In the records below, find every line with the word "paths" and copy it.

-- -- --

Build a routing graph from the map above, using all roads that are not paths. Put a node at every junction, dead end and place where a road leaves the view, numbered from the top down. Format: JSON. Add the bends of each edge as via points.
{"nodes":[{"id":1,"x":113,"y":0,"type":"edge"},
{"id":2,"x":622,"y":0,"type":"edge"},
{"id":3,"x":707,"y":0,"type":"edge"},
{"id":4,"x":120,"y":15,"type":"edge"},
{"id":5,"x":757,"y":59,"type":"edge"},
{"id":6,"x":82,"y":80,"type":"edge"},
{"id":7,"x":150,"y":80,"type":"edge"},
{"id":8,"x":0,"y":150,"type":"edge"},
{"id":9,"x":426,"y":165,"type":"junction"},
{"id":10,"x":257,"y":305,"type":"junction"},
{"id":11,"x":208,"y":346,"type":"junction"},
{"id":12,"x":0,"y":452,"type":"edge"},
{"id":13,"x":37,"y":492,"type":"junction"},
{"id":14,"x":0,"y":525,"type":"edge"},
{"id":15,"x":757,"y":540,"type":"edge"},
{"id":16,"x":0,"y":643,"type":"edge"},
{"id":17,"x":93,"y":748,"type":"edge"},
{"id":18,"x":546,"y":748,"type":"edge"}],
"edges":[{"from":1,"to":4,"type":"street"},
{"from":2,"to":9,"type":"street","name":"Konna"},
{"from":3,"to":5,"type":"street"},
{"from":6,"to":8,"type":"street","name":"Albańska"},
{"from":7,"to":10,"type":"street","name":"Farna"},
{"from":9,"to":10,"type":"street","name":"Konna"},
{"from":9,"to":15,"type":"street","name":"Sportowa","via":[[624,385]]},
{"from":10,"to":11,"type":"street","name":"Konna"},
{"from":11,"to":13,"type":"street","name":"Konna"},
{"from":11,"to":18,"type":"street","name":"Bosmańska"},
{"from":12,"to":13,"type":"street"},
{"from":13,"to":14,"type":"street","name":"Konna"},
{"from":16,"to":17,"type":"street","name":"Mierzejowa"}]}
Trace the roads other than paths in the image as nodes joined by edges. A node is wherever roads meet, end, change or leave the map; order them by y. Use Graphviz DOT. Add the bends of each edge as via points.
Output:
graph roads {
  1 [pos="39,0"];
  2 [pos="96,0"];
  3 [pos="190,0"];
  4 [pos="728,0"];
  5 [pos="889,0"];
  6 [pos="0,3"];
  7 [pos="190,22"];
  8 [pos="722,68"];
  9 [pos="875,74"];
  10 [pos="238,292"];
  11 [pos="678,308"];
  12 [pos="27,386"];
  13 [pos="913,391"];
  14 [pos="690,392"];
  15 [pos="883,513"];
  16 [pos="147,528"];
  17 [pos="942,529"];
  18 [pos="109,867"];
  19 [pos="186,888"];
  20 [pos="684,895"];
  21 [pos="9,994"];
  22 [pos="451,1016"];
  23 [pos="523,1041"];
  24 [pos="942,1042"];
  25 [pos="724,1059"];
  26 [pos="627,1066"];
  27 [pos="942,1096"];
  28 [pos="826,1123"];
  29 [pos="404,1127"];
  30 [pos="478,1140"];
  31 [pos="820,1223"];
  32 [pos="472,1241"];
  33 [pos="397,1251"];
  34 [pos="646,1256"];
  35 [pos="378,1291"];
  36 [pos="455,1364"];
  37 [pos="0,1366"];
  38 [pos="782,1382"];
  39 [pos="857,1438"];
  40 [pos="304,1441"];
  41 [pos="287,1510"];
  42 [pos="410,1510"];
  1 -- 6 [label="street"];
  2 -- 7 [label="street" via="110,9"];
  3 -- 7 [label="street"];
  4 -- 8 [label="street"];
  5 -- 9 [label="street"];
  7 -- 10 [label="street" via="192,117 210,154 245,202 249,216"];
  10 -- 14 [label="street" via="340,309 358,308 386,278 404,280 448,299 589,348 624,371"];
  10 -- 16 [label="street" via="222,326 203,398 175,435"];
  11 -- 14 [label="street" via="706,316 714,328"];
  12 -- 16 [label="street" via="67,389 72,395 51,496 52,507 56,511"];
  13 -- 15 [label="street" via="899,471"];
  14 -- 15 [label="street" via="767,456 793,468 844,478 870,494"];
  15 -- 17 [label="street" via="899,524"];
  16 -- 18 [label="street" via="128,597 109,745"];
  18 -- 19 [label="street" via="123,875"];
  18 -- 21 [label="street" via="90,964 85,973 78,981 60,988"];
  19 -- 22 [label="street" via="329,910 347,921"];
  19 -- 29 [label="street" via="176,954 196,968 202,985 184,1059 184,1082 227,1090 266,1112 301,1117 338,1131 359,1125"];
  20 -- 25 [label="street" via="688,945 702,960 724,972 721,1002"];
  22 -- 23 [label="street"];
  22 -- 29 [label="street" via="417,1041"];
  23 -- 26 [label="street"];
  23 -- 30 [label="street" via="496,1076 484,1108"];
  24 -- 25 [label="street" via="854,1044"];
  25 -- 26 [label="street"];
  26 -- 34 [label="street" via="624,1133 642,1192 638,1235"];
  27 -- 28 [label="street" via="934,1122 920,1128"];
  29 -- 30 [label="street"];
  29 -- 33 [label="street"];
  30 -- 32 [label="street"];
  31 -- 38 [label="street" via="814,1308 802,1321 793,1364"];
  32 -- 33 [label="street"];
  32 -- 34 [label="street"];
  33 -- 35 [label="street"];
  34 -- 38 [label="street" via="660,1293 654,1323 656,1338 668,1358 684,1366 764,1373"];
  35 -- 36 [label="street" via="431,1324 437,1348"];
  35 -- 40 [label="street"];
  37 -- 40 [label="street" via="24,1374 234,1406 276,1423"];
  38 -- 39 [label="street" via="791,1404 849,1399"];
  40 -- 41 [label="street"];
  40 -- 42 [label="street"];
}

-- -- --

■ **Worked solution**:
Build a routing graph from the map above, using all roads that are not paths. Put a node at every junction, dead end and place where a road leaves the view, numbered from the top down. Format: JSON. Add the bends of each edge as via points.
Trace the roads other than paths in the image as nodes joined by edges. A node is wherever roads meet, end, change or leave the map; order them by y. Use Graphviz DOT. Add the bends of each edge as via points.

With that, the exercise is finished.